BAB I
a. Kata
pengantar
Bagi kalangan awam kata ’positif’ lebih
mudah dimaknai sebagai ’baik’ dan’berguna’ sebagai antonim dari
kata negatif. Pemahaman awam ini bukannya tanpa dasar, karena jika kita
membaca, misalnya, kamus saku Oxford kita akan menemukan ’baik’ dan’berguna’ dalam
daftar makna untuk kata positive.[1] Dalam
terma hukum, kita terbiasa mendengar hukum positif yang sering diperlawankan
dengan hukum agama, hukum adat dan hukum-hukum yang lain. Dalam konteks
epistemologi, kata positive, yang pertama kali digunakan Auguste Comte,
berperan vital dalam ”mengafirkan” filsafat dan sains di Barat,
dengan memisahkan keduanya dari unsur agama dan metafisis, yang dalam kasus
Comte berarti mengingkari hal-hal non-inderawi.[2]
Sebagai pemikir luas dan
berpengaruh luas buah pikirannya, comte dihadapkan kepada persoalan-persoalan
kefilsafatan dan keilmuan para filsuf sebelumnya dan sezamannya. Maka
alternatif dan solusi yang telah diberikan terhadap persoalan persoalan
tersebut sangat berpengartuh terhadap pemikir-pemikir sezamannya dan
sesudahnya.
Auguste adalah filsuf dan warga
negara Perancis yang hidup di abad ke-19 setelah revolusi Perancis yang
terkenal itu. Ia menerima dan mengalami secara langsung akibat-akibat negatif
secara langsung revolusi tersebut khususnya dibidang sosial, ekonomi, politk,
dan pendidikan. Aliran ini menjadi berkembang dengan subur didukung oleh para
elit-ilmiah dan maraknya era industrialisasi saat itu.
b. Rumusan
masalah
Pada
mulanya saya ingin menguasai dengan kapasitas intilek yang saya miliki untuk
mengupas pemikiraan Augueste Comte atas buah pemikiranya (Nalar Positivisme)
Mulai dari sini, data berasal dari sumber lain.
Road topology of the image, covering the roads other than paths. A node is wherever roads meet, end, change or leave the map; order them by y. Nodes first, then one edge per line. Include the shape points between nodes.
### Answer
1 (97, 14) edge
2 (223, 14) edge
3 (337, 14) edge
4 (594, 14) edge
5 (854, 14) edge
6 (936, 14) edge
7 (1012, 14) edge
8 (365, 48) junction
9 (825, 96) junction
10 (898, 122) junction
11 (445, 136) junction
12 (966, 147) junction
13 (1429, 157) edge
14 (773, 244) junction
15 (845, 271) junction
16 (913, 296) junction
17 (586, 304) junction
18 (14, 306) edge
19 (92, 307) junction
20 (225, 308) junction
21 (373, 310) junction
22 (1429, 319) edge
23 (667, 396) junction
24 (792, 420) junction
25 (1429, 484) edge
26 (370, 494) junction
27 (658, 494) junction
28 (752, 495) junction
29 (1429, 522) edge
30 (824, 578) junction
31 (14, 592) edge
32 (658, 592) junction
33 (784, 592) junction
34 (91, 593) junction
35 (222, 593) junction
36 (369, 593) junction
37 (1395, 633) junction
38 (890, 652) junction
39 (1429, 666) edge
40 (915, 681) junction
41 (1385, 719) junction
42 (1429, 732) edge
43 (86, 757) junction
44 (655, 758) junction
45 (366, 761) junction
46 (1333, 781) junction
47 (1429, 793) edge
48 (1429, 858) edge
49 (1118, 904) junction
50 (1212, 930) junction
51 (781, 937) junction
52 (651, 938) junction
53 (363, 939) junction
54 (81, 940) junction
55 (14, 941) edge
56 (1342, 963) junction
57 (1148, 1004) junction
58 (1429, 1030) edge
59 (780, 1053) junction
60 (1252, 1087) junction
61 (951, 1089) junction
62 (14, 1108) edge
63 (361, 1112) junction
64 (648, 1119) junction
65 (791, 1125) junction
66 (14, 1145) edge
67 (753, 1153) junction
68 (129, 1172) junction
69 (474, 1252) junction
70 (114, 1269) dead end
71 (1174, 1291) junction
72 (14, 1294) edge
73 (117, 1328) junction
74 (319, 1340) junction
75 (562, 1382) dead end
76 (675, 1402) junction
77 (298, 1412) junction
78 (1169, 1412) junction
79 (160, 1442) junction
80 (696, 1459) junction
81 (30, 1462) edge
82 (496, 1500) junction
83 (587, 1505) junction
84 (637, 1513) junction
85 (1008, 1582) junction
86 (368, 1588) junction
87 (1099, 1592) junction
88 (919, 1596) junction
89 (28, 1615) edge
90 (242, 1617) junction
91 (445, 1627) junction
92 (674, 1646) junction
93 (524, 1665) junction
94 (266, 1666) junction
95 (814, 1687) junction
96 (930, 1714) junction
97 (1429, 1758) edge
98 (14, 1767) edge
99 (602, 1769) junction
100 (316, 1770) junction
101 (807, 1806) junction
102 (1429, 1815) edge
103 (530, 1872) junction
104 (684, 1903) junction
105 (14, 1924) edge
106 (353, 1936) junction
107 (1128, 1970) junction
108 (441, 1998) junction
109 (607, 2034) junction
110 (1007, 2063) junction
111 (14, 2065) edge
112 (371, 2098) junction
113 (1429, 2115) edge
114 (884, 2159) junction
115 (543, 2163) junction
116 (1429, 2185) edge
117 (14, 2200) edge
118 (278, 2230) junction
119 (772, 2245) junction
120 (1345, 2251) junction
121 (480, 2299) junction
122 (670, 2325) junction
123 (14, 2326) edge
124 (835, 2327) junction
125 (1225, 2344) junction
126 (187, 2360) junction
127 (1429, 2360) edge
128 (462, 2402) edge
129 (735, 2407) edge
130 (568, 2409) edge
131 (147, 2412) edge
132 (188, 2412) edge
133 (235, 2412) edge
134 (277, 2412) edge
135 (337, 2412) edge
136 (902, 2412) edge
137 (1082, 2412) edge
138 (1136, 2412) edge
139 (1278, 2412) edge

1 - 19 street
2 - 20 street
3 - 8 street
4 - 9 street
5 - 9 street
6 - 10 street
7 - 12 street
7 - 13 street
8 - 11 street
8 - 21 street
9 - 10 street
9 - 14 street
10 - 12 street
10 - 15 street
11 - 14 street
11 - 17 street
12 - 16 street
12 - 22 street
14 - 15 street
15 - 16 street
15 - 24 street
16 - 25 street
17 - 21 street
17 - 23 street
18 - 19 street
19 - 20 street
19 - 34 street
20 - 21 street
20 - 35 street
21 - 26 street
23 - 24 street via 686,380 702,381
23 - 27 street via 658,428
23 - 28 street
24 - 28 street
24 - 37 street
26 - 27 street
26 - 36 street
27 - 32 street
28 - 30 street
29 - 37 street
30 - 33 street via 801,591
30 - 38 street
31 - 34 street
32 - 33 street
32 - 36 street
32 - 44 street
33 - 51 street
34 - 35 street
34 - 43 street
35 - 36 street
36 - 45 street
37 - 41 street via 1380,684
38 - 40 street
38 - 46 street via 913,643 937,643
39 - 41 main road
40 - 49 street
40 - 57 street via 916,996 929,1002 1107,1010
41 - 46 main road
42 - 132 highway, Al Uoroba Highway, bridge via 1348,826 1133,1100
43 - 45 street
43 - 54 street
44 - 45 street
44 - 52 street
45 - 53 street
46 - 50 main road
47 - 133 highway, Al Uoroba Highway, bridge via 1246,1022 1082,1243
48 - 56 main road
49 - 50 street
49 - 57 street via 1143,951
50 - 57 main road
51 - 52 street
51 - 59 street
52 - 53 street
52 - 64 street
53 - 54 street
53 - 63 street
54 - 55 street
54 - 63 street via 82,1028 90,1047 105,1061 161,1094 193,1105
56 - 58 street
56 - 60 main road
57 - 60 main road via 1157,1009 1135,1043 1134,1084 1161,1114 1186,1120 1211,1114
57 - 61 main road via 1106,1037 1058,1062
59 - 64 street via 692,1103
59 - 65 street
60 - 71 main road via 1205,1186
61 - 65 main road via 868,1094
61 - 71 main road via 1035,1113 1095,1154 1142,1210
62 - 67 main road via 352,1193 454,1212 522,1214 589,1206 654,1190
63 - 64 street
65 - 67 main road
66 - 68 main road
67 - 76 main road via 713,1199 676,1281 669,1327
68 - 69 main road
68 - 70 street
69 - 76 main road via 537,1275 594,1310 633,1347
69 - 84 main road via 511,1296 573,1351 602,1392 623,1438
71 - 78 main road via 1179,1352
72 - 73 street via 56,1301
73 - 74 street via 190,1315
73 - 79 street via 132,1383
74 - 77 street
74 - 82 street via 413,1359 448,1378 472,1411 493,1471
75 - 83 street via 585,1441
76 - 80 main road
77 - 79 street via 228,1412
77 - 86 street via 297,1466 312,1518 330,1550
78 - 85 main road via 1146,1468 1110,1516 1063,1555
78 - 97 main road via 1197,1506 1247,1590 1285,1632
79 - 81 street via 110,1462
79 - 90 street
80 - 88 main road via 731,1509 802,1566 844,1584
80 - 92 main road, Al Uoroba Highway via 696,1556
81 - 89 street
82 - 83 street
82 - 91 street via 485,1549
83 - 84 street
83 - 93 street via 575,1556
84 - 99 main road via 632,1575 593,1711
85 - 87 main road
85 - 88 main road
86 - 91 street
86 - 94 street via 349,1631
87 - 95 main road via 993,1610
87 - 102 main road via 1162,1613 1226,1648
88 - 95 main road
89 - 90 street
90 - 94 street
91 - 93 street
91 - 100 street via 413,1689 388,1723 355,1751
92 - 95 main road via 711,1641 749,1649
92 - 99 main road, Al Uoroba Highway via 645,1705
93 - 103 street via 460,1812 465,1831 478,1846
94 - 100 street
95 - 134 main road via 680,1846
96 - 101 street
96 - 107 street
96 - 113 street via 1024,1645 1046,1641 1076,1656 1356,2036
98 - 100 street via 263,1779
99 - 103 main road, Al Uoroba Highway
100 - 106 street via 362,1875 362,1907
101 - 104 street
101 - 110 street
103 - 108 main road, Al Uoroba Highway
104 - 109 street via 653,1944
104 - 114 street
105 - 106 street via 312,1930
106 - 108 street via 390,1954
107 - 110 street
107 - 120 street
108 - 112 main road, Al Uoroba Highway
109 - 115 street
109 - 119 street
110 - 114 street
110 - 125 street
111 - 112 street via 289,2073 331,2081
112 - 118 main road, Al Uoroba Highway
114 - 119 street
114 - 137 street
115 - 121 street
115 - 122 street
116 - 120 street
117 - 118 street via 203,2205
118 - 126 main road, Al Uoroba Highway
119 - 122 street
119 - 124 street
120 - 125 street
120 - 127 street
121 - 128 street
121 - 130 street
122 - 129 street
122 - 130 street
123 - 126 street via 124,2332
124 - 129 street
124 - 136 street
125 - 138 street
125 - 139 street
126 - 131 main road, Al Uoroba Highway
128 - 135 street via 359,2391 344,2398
yang saya anggap penting guna memahami sebagai metodologi kefilsafatanya. Oleh
sebab itu saya akan mencoba menguraikan nalar positivisme melalui kajian
pustaka dan dealektika dengan orang-orang yang saya anggap lebih mumpuni atas
saya. Adapun tulisan saya ini secara spesifik akan menguraikan sebagai berikut.
1. Pegertian
nalar positivisme
2. Biografi
agen nalar positivisme
3. Peranan
Augueste Comte Atas Positivisme
4. Kritik
atas nalar positivisme
Empat
sub tema ini dalam pandangan saya teramat besar dan sangat nihilism
mampu saya kuasai secara perfic, namun, saya tidak putus asa, saya harus mampu
dalam kemampuan saya untuk memahaminya. Untuk lebih pada pemahaman
metodologinya saya kira kita akan berangkat dari nalar yang paling dasar
terkait dengan pemahaman nalar positivism.
BAB II
PEMBAHASAN
1. Pegertian
Nalar Positivism[3]
Nalar dalam
kamus ilmiah ialah proses berfikir, pertimbangan akal budi.[4]Sedangkan
Positivisme. Positivism berasal dari bahasa latin positives yang berartimeletakan. Pengertian positivism sekarang
merupakan suatu istilah umum untuk posisi filosofis yang menekan-kan aspek
factual pengetahuan, terlebih pengetahuan ilmiah.
Dan
umumnya positivism berupaya menjabarkan pernyatan-pernyataan
factual pada suatu landasan pencerapan (sensasi). Atau dengan kata lain,
positivism merupakan suatu aliran filsafat yang menyatakan ilmu-ilmu alam
empiris sebagai suatu sumber-sumber pengetahuan yang benar dan menoloak
kognitif dari study filosofis atau metafisis[5]
Positivisme
diperkenalkan oleh Auguste Comte (1798 – 1857) yang tertuang dalam
karya utama Auguste Comte adalah Cours de Philosophic Positive, yaitu
Kursus tentang Filsafat Positif (1830 – 1842) yang diterbitkan dalam
enam jilid. Selain itu, karyanya yang pantas disebutkan di sini ialah Discour
L'esprit Positive (1844) yang artinya Pembicaraan tentang Jiwa Positif.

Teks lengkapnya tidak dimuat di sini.